Matthew.
Christians believe that Matthew’s Gospel was written in Hebrew. Our Matthew was written in Greek. An attempt has been made to explain the discrepancy by assuming that Matthew wrote his book in Hebrew, and subsequently rewrote it in Greek, or translated it into this language. But another difficulty remains. The quotations from the Old Testament in Matthew, and there are many, are taken, not from the Hebrew, but from the Septuagint (Greek) version. This proves that it was originally written in Greek and not in Hebrew.
The Gospel According to the Hebrews, it is affirmed, was the Hebrew form of Matthew. If this be true, then our Greek Matthew cannot be a correct translation, for the passages from the Gospel of the Hebrews which have been preserved are not to be found in Matthew. The following quotations are from the Gospel of the Hebrews, this supposed original Gospel of Matthew:
“He who wonders shall reign, and he who reigns shall rest.”
“Then the rich man began to smite his head, and it pleased him not.”
“The Holy Ghost, my mother, lately took me by one of my hairs, and bore me to the great mountain Tabor.”
“I am a mason, who get my livelihood by my hands; I beseech thee, Jesus, that thou wouldst restore to me my strength, that I may no longer thus scandalously beg my bread.”
If these passages are from the original Gospel of Matthew, then the accepted Gospel of Matthew is spurious.
This Hebrew Gospel was the Gospel of the Ebionites and Nazarenes. Eusebius says: “They [the Ebionites] made use only of that which is called the Gospel According to the Hebrews.” Epiphanius says: “They [the Nazarenes] have the Gospel of Matthew most entire in the Hebrew language.” St. Jerome refers to it as “the Gospel which the Nazarenes and Ebionites use.”
Referring to these sects, Dr. Hug, the eminent Catholic critic, says: “The Ebionites denied the miraculous conception of Christ, and, with the Nazarenes, looked upon him only as an ordinary man.” The Gospel which these sects accepted as their authority could not have been our Gospel of Matthew, because the most important part of this Gospel is the story of the miraculous conception.

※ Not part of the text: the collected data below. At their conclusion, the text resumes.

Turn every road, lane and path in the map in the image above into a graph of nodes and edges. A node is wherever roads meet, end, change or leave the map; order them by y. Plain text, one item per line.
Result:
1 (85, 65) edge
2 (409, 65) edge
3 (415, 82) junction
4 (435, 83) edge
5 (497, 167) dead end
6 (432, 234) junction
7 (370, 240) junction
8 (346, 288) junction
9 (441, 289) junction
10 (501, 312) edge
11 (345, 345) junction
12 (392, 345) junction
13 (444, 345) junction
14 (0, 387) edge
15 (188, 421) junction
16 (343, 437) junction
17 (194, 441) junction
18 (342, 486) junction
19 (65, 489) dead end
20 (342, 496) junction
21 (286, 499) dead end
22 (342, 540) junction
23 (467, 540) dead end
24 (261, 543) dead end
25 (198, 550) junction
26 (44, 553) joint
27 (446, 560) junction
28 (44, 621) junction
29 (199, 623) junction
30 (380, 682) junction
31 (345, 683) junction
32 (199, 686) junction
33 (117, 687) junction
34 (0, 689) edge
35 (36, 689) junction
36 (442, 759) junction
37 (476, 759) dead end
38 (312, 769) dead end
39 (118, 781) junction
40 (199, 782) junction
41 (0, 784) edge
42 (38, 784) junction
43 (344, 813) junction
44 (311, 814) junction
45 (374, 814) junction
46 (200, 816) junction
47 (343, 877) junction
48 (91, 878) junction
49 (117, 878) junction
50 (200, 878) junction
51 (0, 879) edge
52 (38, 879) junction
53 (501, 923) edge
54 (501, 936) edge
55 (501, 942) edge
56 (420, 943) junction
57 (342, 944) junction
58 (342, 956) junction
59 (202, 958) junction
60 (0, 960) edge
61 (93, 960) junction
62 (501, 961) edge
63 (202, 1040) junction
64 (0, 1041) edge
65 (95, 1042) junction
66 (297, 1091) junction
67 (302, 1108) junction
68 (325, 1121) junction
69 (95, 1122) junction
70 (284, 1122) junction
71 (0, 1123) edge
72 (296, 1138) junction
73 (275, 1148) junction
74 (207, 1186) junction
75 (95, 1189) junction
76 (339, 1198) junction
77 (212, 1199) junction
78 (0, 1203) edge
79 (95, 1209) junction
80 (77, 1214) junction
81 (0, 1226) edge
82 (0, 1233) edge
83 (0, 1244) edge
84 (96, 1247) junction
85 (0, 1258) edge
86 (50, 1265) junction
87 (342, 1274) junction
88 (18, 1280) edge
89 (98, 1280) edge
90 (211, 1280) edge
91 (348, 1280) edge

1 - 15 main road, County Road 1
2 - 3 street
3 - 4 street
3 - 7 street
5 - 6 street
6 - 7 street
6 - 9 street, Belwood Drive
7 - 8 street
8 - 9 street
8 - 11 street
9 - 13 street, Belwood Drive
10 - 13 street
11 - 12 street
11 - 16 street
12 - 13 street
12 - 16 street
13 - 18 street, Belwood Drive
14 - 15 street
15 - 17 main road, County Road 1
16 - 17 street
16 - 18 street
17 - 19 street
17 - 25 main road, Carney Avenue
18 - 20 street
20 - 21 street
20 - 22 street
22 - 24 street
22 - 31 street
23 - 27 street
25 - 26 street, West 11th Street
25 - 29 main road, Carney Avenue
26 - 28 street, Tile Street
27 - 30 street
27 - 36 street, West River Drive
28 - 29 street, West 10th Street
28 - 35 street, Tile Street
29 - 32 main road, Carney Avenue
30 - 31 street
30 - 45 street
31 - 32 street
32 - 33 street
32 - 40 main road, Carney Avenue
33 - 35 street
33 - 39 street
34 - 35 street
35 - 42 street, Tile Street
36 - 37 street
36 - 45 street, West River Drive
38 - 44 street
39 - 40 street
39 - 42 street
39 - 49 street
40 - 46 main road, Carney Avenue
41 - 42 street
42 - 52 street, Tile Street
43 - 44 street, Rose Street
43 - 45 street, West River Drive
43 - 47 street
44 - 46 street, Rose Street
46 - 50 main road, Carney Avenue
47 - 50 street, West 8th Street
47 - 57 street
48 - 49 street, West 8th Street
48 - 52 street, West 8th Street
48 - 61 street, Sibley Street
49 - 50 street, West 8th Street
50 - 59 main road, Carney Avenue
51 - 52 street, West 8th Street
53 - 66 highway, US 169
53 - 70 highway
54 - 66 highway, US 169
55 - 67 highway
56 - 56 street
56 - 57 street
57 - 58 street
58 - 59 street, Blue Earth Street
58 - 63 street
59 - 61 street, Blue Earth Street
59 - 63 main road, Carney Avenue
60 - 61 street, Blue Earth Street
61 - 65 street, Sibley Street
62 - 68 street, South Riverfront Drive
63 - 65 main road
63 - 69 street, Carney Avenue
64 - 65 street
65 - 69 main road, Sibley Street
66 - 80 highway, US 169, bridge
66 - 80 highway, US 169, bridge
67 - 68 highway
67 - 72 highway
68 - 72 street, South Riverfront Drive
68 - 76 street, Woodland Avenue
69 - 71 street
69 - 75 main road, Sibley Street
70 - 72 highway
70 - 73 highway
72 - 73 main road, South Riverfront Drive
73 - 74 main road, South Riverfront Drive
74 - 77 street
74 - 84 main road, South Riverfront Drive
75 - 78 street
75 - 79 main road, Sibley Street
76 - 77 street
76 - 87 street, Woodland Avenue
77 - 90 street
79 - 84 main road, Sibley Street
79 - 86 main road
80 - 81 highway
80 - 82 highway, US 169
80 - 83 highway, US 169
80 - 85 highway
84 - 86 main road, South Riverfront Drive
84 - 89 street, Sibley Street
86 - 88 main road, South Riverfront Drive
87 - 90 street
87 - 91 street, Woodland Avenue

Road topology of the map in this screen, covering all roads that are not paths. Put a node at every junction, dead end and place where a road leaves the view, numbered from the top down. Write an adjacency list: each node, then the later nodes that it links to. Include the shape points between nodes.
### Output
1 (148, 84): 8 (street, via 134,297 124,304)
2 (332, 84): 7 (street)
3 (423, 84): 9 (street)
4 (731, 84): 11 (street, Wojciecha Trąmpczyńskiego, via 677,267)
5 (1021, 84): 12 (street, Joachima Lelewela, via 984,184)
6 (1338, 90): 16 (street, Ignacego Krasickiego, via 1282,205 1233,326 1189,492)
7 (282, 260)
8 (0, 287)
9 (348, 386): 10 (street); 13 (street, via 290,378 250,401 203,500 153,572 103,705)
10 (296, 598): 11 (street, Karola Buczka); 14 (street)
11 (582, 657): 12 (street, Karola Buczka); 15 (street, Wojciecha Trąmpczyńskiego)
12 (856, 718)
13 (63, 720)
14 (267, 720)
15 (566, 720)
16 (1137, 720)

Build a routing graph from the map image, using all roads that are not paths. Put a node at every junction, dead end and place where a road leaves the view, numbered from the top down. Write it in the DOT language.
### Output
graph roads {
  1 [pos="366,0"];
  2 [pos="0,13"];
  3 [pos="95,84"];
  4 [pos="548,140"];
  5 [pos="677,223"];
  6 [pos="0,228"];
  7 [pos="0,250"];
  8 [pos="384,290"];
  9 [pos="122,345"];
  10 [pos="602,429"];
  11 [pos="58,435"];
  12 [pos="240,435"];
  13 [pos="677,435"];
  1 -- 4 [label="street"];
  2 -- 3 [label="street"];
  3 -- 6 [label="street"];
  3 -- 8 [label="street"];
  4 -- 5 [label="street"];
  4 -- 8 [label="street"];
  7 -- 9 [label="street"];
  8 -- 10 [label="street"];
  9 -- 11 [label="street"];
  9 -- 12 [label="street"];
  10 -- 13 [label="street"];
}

While the claim that Matthew wrote his Gospel in Hebrew is vigorously maintained, the claim that he afterwards translated it into Greek himself is so manifestly untenable that many have conceded its improbability. Jerome says: “Who afterwards translated it [Matthew] into Greek is not sufficiently certain.”
The consequences of this admission are thus reluctantly expressed by Michaelis: “If the original text of Matthew is lost, and we have nothing but a Greek translation: then, frankly, we cannot ascribe any divine inspiration to the words.”
Two texts may be cited from Matthew which prove a later date for the Gospel than that claimed. Jesus, in upbraiding the Jews, is reported to have used the following language:
“Upon you may come all the righteous blood shed upon the earth, from the blood of righteous Abel unto the blood of Zacharias, son of Barachias, whom ye slew between the temple and the altar” (xxiii, 35).
Zacharias, the son of Baruch (Barouchos), who is undoubtedly meant, was slain in the temple about 69 A.D. Thus Matthew makes Jesus refer to an event that occurred forty years after his death and twenty or thirty years after the Gospel of Matthew is said to have been written.
Dr. Hug admits that this is the Zacharias referred to. He says: “There cannot be a doubt, if we attend to the name, the fact and its circumstances, and the object of Jesus in citing it, that it was the same Zacharias Barouchos, who, according to Josephus, a short time before the destruction of Jerusalem, was unjustly slain in the temple.”
Regarding this passage in Matthew, Professor Newman, of University College, London, says: “There is no other man known in history to whom this verse can allude. If so, it shows how late, how ignorant, how rash, is the composer of a text passed off on us as sacred truth” (Religion Not History, p. 46).
“Thou art Peter, and upon this rock I will build my church; and the gates of hell shall not prevail against it. And I will give unto thee the keys of the kingdom of heaven; and whatsoever thou shalt bind on earth shall be bound in heaven; and whatsoever thou shalt loose on earth shall be loosed in heaven” (xvi, 18, 19).
This passage was written at the beginning of the establishment of the Roman Catholic hierarchy, for the purpose of securing the recognition of the Church of Rome (the founding of which tradition assigned to Peter) as the church of Christ.
Bishop Marsh, in his Michaelis, says: “If the arguments in favor of a late date for the composition of St. Matthew’s Gospel be compared with those in favor of an early date, it will be found that the former greatly outweigh the latter.”
Dr. Davidson admits that Matthew is an anonymous work. He says: “The author, indeed, must ever remain unknown” (Introduction to the New Testament, p. 72).